*** Block opens ***
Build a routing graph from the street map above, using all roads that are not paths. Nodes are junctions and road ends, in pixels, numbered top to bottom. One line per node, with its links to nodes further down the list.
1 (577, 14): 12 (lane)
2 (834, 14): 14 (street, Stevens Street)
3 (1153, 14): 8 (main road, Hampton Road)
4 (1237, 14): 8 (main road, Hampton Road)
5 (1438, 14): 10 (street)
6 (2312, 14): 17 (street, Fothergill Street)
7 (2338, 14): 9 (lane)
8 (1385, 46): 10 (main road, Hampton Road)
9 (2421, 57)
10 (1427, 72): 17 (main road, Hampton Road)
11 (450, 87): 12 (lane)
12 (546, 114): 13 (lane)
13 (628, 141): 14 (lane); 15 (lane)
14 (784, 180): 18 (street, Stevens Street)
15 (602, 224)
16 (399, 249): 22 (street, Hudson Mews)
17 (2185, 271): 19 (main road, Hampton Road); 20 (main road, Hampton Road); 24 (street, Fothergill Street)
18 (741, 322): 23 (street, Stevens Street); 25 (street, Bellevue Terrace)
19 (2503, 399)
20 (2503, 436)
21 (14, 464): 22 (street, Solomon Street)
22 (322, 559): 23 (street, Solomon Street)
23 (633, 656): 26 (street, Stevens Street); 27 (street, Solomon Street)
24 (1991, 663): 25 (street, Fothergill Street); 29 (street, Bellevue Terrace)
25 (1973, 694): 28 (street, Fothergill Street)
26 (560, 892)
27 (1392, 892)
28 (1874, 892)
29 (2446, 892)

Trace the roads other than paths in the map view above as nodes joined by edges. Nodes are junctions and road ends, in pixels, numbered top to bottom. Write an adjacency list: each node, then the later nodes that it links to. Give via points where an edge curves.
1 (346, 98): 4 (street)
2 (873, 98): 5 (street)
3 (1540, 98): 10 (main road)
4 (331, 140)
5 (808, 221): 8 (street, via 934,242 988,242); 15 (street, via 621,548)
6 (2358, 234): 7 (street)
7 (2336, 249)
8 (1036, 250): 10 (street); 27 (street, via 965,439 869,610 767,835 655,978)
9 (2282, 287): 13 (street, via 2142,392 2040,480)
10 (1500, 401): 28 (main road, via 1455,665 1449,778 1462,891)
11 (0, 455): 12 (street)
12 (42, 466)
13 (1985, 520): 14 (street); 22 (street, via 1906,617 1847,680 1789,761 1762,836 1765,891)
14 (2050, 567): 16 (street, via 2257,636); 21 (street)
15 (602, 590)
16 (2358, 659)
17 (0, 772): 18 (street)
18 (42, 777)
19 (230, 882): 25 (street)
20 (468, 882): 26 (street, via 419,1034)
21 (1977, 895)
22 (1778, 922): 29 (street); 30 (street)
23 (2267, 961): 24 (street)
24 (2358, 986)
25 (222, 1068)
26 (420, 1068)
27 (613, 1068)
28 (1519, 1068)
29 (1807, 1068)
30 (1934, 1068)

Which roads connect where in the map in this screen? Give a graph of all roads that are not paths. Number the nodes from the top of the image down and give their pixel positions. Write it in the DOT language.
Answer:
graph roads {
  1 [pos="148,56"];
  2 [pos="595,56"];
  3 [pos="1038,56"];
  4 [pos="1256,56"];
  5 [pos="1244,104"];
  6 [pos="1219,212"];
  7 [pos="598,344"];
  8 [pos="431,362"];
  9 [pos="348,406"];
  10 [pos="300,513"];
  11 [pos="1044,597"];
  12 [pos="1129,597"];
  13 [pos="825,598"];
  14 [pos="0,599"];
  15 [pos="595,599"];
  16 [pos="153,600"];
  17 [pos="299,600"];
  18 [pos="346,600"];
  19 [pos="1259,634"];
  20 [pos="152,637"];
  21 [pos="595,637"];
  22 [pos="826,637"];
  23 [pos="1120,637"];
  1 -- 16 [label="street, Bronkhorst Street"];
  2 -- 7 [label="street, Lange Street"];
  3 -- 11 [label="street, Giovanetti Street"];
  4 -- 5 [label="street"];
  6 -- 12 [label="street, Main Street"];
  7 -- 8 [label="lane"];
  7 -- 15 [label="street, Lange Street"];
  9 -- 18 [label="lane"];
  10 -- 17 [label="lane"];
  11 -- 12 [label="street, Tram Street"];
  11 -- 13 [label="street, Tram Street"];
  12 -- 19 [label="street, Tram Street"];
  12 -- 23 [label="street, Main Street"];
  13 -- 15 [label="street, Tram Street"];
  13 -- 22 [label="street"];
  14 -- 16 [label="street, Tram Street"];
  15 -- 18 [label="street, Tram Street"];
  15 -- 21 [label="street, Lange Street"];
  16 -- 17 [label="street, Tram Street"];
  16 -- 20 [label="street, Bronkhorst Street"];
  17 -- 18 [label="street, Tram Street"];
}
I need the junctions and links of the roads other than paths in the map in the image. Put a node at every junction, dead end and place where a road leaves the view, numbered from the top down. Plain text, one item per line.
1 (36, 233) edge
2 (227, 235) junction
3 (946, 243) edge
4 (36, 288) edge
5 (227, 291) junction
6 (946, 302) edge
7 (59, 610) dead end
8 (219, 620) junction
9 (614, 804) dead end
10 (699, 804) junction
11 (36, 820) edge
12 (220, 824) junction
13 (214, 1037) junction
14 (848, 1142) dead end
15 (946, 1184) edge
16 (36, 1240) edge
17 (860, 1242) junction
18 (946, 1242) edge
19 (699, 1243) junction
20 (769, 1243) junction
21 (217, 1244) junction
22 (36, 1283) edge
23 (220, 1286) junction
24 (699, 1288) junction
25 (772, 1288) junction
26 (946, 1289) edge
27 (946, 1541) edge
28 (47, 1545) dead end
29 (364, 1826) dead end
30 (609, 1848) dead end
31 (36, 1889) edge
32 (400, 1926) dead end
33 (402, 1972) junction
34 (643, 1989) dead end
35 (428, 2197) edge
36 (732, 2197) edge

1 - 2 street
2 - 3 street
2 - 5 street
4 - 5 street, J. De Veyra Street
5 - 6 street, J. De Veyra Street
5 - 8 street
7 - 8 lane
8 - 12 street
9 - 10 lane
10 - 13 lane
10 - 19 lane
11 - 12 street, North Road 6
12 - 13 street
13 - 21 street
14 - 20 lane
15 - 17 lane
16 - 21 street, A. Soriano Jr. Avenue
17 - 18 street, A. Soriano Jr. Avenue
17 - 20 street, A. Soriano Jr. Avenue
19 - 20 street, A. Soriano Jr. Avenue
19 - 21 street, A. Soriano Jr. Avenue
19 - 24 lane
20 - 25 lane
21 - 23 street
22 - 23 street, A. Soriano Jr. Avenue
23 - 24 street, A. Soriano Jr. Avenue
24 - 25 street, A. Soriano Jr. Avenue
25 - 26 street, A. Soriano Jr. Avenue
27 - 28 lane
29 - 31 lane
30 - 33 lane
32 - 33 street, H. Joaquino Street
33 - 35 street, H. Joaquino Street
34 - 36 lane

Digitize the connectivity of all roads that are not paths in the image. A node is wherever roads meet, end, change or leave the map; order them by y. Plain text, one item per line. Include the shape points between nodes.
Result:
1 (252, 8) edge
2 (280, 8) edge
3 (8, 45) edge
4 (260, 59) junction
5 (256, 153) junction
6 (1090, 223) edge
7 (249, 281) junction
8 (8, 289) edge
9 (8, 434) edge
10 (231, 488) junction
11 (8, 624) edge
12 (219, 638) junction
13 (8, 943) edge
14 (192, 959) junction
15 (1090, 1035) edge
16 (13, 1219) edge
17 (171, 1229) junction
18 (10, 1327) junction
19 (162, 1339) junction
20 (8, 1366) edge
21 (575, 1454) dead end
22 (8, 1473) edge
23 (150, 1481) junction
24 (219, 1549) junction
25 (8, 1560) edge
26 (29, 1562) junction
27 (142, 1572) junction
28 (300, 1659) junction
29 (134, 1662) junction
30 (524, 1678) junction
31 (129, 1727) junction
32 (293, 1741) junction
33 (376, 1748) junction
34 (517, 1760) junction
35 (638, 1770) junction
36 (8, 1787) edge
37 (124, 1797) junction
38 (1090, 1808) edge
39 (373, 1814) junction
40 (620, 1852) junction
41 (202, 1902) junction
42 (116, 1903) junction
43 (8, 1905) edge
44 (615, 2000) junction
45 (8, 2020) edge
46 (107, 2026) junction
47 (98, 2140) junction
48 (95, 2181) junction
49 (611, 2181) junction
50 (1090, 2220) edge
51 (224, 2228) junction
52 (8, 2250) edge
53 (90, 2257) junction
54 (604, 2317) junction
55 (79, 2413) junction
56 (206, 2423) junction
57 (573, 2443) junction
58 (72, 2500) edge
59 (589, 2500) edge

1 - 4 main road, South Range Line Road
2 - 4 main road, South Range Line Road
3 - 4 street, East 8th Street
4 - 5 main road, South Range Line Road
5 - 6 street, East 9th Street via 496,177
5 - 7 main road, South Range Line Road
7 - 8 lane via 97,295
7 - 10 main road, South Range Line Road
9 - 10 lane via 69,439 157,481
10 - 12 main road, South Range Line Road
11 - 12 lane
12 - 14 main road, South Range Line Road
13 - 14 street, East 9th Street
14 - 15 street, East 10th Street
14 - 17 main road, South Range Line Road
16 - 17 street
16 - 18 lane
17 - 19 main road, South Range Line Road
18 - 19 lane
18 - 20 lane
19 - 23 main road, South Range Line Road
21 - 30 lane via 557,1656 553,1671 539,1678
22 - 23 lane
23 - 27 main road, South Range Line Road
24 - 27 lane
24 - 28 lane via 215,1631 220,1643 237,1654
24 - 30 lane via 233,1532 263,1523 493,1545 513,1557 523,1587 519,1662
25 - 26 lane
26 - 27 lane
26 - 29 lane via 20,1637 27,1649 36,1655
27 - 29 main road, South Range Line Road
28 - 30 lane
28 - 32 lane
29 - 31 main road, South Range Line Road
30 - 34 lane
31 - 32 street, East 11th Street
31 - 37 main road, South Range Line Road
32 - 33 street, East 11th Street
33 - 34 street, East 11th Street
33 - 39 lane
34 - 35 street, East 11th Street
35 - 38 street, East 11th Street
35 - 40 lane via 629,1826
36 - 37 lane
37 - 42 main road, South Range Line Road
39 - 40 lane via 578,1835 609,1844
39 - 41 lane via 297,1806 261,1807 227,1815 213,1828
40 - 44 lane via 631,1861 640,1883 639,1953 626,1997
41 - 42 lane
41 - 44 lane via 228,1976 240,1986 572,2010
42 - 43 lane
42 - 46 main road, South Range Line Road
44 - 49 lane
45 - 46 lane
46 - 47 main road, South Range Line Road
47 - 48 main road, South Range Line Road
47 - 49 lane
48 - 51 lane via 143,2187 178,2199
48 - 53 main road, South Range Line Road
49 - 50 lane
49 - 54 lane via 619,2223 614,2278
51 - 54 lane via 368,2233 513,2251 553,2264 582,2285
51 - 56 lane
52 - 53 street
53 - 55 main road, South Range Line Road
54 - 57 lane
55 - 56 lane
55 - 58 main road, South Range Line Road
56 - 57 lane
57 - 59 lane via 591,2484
*** Block closes ***
Directions
How many lines of the listing above contain the string "Stevens"? Respond with the number and no other text.

Response to this exercise
4